REQUIRED WORK: Write down each entry again, exactly as it reads.

INFORMATION SHOWN:

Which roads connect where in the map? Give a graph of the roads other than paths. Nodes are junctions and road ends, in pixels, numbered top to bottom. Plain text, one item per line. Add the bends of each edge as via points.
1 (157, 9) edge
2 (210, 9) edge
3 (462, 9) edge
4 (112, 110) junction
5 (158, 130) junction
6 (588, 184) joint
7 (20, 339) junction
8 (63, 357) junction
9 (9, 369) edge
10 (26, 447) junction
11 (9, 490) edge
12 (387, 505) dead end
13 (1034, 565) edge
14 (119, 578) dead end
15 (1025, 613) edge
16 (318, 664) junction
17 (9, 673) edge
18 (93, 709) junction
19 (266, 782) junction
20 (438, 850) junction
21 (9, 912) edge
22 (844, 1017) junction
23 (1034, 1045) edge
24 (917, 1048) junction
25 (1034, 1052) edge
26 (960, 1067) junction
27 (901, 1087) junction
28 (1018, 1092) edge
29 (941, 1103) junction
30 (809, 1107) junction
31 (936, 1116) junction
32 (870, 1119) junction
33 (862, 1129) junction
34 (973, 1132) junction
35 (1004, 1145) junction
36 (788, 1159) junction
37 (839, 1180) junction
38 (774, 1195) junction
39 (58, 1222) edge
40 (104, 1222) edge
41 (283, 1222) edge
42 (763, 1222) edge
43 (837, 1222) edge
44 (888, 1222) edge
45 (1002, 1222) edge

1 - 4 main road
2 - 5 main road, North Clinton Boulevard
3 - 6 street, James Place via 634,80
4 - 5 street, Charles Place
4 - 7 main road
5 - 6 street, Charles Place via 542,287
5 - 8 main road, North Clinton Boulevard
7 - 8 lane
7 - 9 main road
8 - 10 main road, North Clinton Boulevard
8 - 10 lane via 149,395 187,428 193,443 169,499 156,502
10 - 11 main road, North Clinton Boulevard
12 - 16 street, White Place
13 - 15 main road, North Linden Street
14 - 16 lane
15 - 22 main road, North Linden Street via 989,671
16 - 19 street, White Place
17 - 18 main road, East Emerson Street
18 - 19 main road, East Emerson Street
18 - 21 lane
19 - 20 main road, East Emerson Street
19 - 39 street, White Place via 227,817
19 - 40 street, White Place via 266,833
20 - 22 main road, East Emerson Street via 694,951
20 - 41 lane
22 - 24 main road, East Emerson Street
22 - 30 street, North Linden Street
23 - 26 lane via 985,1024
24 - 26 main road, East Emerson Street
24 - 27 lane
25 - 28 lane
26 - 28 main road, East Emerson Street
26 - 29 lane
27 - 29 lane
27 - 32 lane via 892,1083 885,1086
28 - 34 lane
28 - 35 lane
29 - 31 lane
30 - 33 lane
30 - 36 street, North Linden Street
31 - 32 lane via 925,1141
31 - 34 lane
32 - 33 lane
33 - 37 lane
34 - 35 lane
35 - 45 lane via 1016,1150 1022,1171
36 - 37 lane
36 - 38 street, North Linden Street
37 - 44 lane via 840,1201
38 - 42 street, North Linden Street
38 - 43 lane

RESULT OF THIS TASK:
Which roads connect where in the map? Give a graph of the roads other than paths. Nodes are junctions and road ends, in pixels, numbered top to bottom. Plain text, one item per line. Add the bends of each edge as via points.
1 (157, 9) edge
2 (210, 9) edge
3 (462, 9) edge
4 (112, 110) junction
5 (158, 130) junction
6 (588, 184) joint
7 (20, 339) junction
8 (63, 357) junction
9 (9, 369) edge
10 (26, 447) junction
11 (9, 490) edge
12 (387, 505) dead end
13 (1034, 565) edge
14 (119, 578) dead end
15 (1025, 613) edge
16 (318, 664) junction
17 (9, 673) edge
18 (93, 709) junction
19 (266, 782) junction
20 (438, 850) junction
21 (9, 912) edge
22 (844, 1017) junction
23 (1034, 1045) edge
24 (917, 1048) junction
25 (1034, 1052) edge
26 (960, 1067) junction
27 (901, 1087) junction
28 (1018, 1092) edge
29 (941, 1103) junction
30 (809, 1107) junction
31 (936, 1116) junction
32 (870, 1119) junction
33 (862, 1129) junction
34 (973, 1132) junction
35 (1004, 1145) junction
36 (788, 1159) junction
37 (839, 1180) junction
38 (774, 1195) junction
39 (58, 1222) edge
40 (104, 1222) edge
41 (283, 1222) edge
42 (763, 1222) edge
43 (837, 1222) edge
44 (888, 1222) edge
45 (1002, 1222) edge

1 - 4 main road
2 - 5 main road, North Clinton Boulevard
3 - 6 street, James Place via 634,80
4 - 5 street, Charles Place
4 - 7 main road
5 - 6 street, Charles Place via 542,287
5 - 8 main road, North Clinton Boulevard
7 - 8 lane
7 - 9 main road
8 - 10 main road, North Clinton Boulevard
8 - 10 lane via 149,395 187,428 193,443 169,499 156,502
10 - 11 main road, North Clinton Boulevard
12 - 16 street, White Place
13 - 15 main road, North Linden Street
14 - 16 lane
15 - 22 main road, North Linden Street via 989,671
16 - 19 street, White Place
17 - 18 main road, East Emerson Street
18 - 19 main road, East Emerson Street
18 - 21 lane
19 - 20 main road, East Emerson Street
19 - 39 street, White Place via 227,817
19 - 40 street, White Place via 266,833
20 - 22 main road, East Emerson Street via 694,951
20 - 41 lane
22 - 24 main road, East Emerson Street
22 - 30 street, North Linden Street
23 - 26 lane via 985,1024
24 - 26 main road, East Emerson Street
24 - 27 lane
25 - 28 lane
26 - 28 main road, East Emerson Street
26 - 29 lane
27 - 29 lane
27 - 32 lane via 892,1083 885,1086
28 - 34 lane
28 - 35 lane
29 - 31 lane
30 - 33 lane
30 - 36 street, North Linden Street
31 - 32 lane via 925,1141
31 - 34 lane
32 - 33 lane
33 - 37 lane
34 - 35 lane
35 - 45 lane via 1016,1150 1022,1171
36 - 37 lane
36 - 38 street, North Linden Street
37 - 44 lane via 840,1201
38 - 42 street, North Linden Street
38 - 43 lane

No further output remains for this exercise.